Overall prevalence rates of LBW, prematurity, and IUGR were 15.5, 15.3, and 5.7%, respectively. There was no statistically significant difference in the prevalence rates of LBW and prematurity between recruited and unrecruited children. However, prevalence of IUGR was significantly lower in recruited children. In more than two-thirds of the cases (69.8%), prematurity was late (34 to 36 weeks). Nearly half (48.2%) of the LBW infants were born prematurely and one-fourth had IUGR.

The descriptive analysis of the cohort baseline and investigation of the outcome determinants from this point on, as well as the results presented in Tables 1, 2, 3 and 4, refer only to the 361 recruited births.

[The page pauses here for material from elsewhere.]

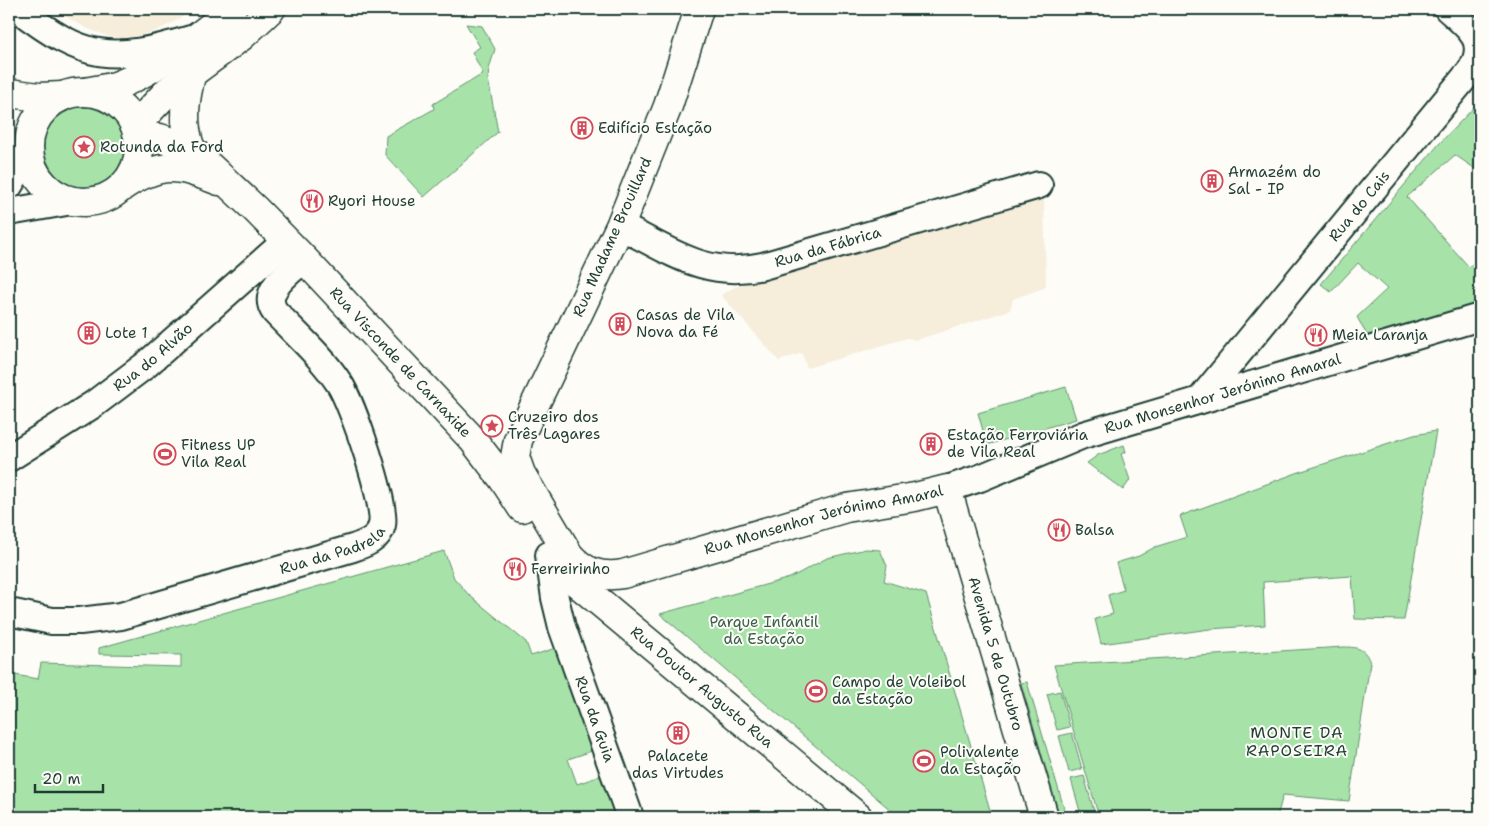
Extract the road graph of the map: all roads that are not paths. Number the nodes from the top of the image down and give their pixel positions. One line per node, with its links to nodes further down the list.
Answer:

Table 1 Number and proportion of births and prevalence rates of LBW, prematurity, and IUGR according to categories of exploratory variables. Baseline of Guarani Birth Cohort, South and Southeast Brazil, 2014–2016
Table 2 Crude associations between socioeconomic, household, and maternal characteristics (Hierarchical Level 1) andLBW, prematurity, andIUGR. Baseline of Guarani Birth Cohort, South and Southeast Brazil, 2014–2016
Table 3 Crude associations between reproductive variables, quality and access to prenatal care, maternal morbidity, and habits in the pregnancy, place and type of delivery, and child’s sex (hierarchical levels 2 and 3) and LBW, prematurity, and IUGR. Baseline of the Guarani Indigenous Cohort, South and Southeast Brazil, 2014–2016
Table 4 Final hierarchical multivariate logistic regression model for risk factors for LBW, prematurity, and IUGR. Baseline of the Guarani Birth Cohort, South and Southeast Brazil, 2014–2016

All of the Guarani children recruited for the study lived below the poverty line, and two-thirds (66.3%) were below the cutoff for extreme poverty. More than 30% of the children lived in households that used bonfires as their principal energy source for cooking, 83.7% lived in houses built of logs, wood, straw, mud, or other similar materials, and more than half of these households (58.7%) used some additional material such as tarpaulins, plastic sheeting or blankets to cover the ceiling or walls (Table 1).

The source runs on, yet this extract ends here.